- **Entries provided**
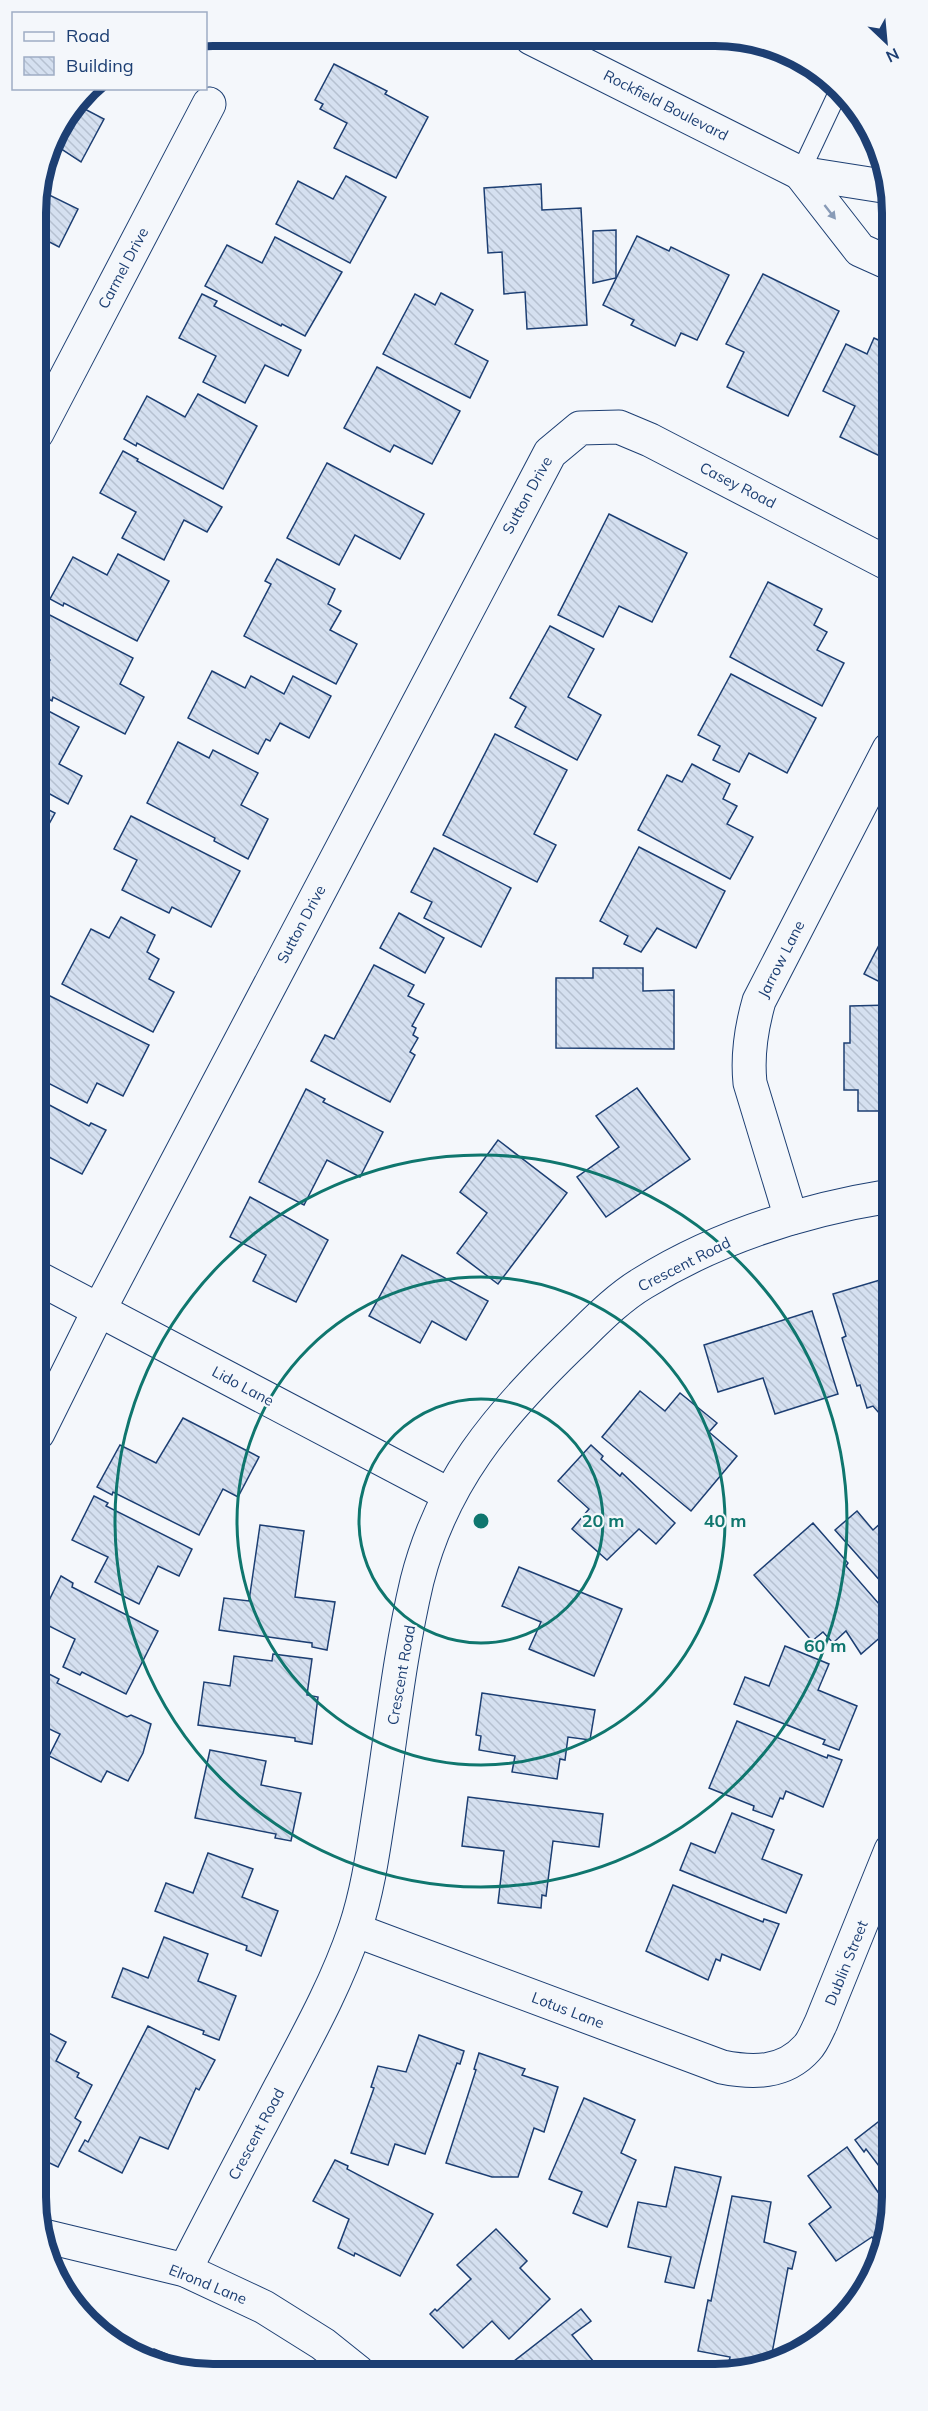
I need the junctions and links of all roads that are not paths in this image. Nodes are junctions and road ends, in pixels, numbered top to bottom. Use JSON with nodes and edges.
{"nodes":[{"id":1,"x":548,"y":46,"type":"edge"},
{"id":2,"x":835,"y":98,"type":"edge"},
{"id":3,"x":209,"y":104,"type":"dead end"},
{"id":4,"x":800,"y":173,"type":"junction"},
{"id":5,"x":879,"y":185,"type":"edge"},
{"id":6,"x":882,"y":260,"type":"edge"},
{"id":7,"x":47,"y":414,"type":"edge"},
{"id":8,"x":580,"y":428,"type":"joint"},
{"id":9,"x":882,"y":560,"type":"edge"},
{"id":10,"x":882,"y":763,"type":"edge"},
{"id":11,"x":882,"y":1198,"type":"edge"},
{"id":12,"x":791,"y":1218,"type":"junction"},
{"id":13,"x":46,"y":1282,"type":"edge"},
{"id":14,"x":99,"y":1310,"type":"junction"},
{"id":15,"x":46,"y":1416,"type":"edge"},
{"id":16,"x":448,"y":1494,"type":"junction"},
{"id":17,"x":881,"y":1874,"type":"edge"},
{"id":18,"x":355,"y":1930,"type":"junction"},
{"id":19,"x":784,"y":2065,"type":"joint"},
{"id":20,"x":51,"y":2238,"type":"edge"},
{"id":21,"x":185,"y":2271,"type":"junction"},
{"id":22,"x":348,"y":2364,"type":"edge"}],
"edges":[{"from":1,"to":4,"type":"street","name":"Rockfield Boulevard"},
{"from":2,"to":4,"type":"lane"},
{"from":3,"to":7,"type":"street","name":"Carmel Drive"},
{"from":4,"to":5,"type":"street","name":"Rockfield Boulevard"},
{"from":4,"to":6,"type":"street","name":"Rockfield Boulevard","one_way":true},
{"from":8,"to":9,"type":"street","name":"Casey Road"},
{"from":8,"to":14,"type":"street","name":"Sutton Drive"},
{"from":10,"to":12,"type":"street","name":"Jarrow Lane"},
{"from":11,"to":12,"type":"street","name":"Crescent Road"},
{"from":12,"to":16,"type":"street","name":"Crescent Road"},
{"from":13,"to":14,"type":"street","name":"Lido Lane"},
{"from":14,"to":15,"type":"street","name":"Sutton Drive"},
{"from":14,"to":16,"type":"street","name":"Lido Lane"},
{"from":16,"to":18,"type":"street","name":"Crescent Road"},
{"from":17,"to":19,"type":"street","name":"Dublin Street"},
{"from":18,"to":19,"type":"street","name":"Lotus Lane"},
{"from":18,"to":21,"type":"street","name":"Crescent Road"},
{"from":20,"to":21,"type":"street","name":"Elrond Lane"},
{"from":21,"to":22,"type":"street","name":"Elrond Lane"}]}
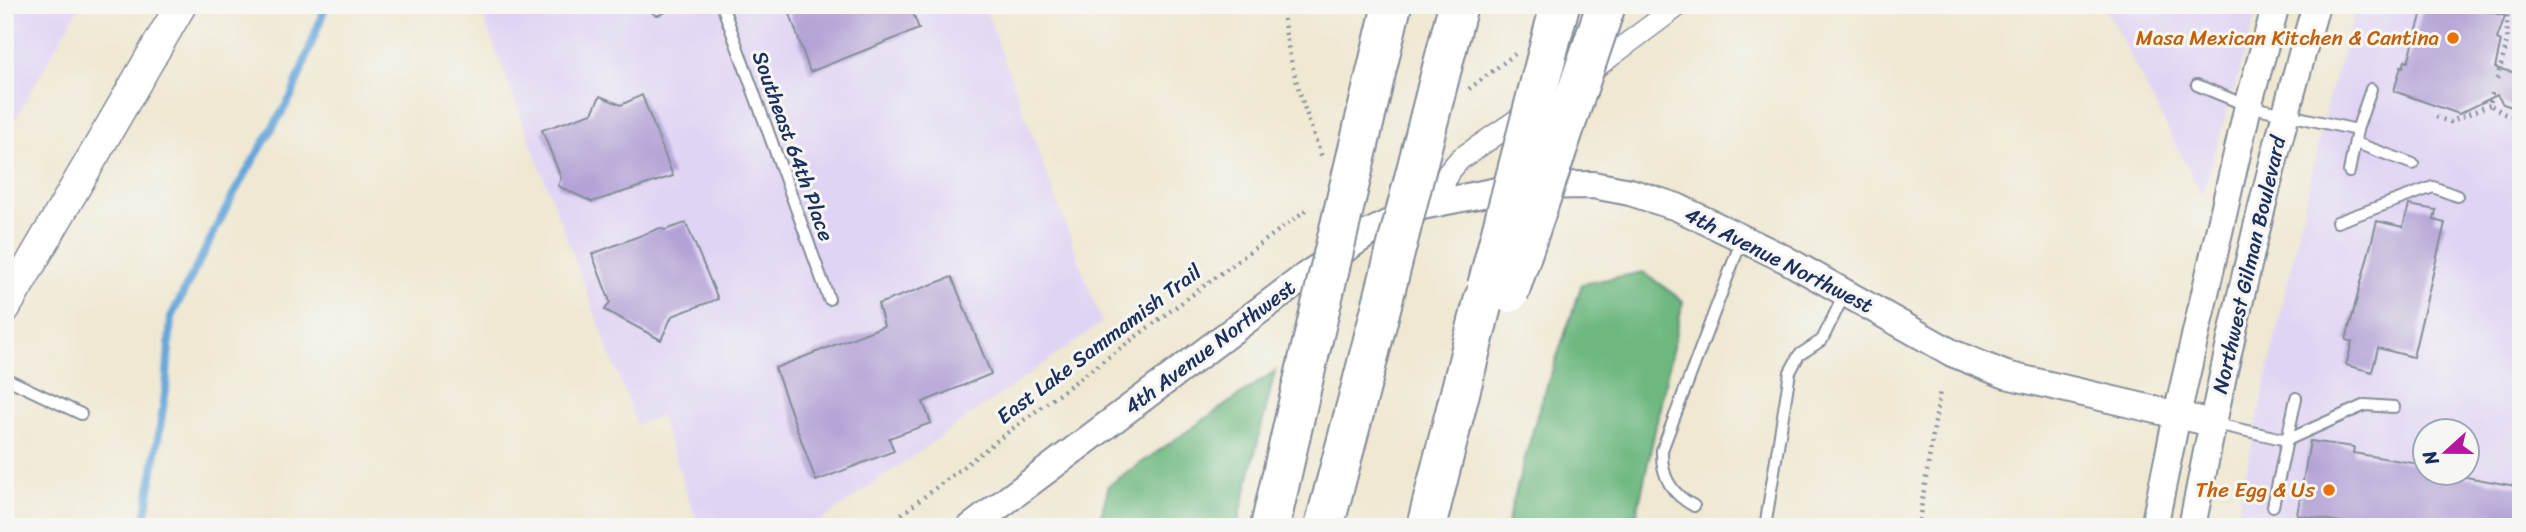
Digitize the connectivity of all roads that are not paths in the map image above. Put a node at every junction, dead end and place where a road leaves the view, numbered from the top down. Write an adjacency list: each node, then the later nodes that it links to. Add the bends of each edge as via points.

- **Requirement**
Restate all entries exactly; pictures stay out.

- **Problem solution**
I need the junctions and links of all roads that are not paths in this image. Nodes are junctions and road ends, in pixels, numbered top to bottom. Use JSON with nodes and edges.
{"nodes":[{"id":1,"x":548,"y":46,"type":"edge"},
{"id":2,"x":835,"y":98,"type":"edge"},
{"id":3,"x":209,"y":104,"type":"dead end"},
{"id":4,"x":800,"y":173,"type":"junction"},
{"id":5,"x":879,"y":185,"type":"edge"},
{"id":6,"x":882,"y":260,"type":"edge"},
{"id":7,"x":47,"y":414,"type":"edge"},
{"id":8,"x":580,"y":428,"type":"joint"},
{"id":9,"x":882,"y":560,"type":"edge"},
{"id":10,"x":882,"y":763,"type":"edge"},
{"id":11,"x":882,"y":1198,"type":"edge"},
{"id":12,"x":791,"y":1218,"type":"junction"},
{"id":13,"x":46,"y":1282,"type":"edge"},
{"id":14,"x":99,"y":1310,"type":"junction"},
{"id":15,"x":46,"y":1416,"type":"edge"},
{"id":16,"x":448,"y":1494,"type":"junction"},
{"id":17,"x":881,"y":1874,"type":"edge"},
{"id":18,"x":355,"y":1930,"type":"junction"},
{"id":19,"x":784,"y":2065,"type":"joint"},
{"id":20,"x":51,"y":2238,"type":"edge"},
{"id":21,"x":185,"y":2271,"type":"junction"},
{"id":22,"x":348,"y":2364,"type":"edge"}],
"edges":[{"from":1,"to":4,"type":"street","name":"Rockfield Boulevard"},
{"from":2,"to":4,"type":"lane"},
{"from":3,"to":7,"type":"street","name":"Carmel Drive"},
{"from":4,"to":5,"type":"street","name":"Rockfield Boulevard"},
{"from":4,"to":6,"type":"street","name":"Rockfield Boulevard","one_way":true},
{"from":8,"to":9,"type":"street","name":"Casey Road"},
{"from":8,"to":14,"type":"street","name":"Sutton Drive"},
{"from":10,"to":12,"type":"street","name":"Jarrow Lane"},
{"from":11,"to":12,"type":"street","name":"Crescent Road"},
{"from":12,"to":16,"type":"street","name":"Crescent Road"},
{"from":13,"to":14,"type":"street","name":"Lido Lane"},
{"from":14,"to":15,"type":"street","name":"Sutton Drive"},
{"from":14,"to":16,"type":"street","name":"Lido Lane"},
{"from":16,"to":18,"type":"street","name":"Crescent Road"},
{"from":17,"to":19,"type":"street","name":"Dublin Street"},
{"from":18,"to":19,"type":"street","name":"Lotus Lane"},
{"from":18,"to":21,"type":"street","name":"Crescent Road"},
{"from":20,"to":21,"type":"street","name":"Elrond Lane"},
{"from":21,"to":22,"type":"street","name":"Elrond Lane"}]}
Digitize the connectivity of all roads that are not paths in the map image above. Put a node at every junction, dead end and place where a road leaves the view, numbered from the top down. Write an adjacency list: each node, then the later nodes that it links to. Add the bends of each edge as via points.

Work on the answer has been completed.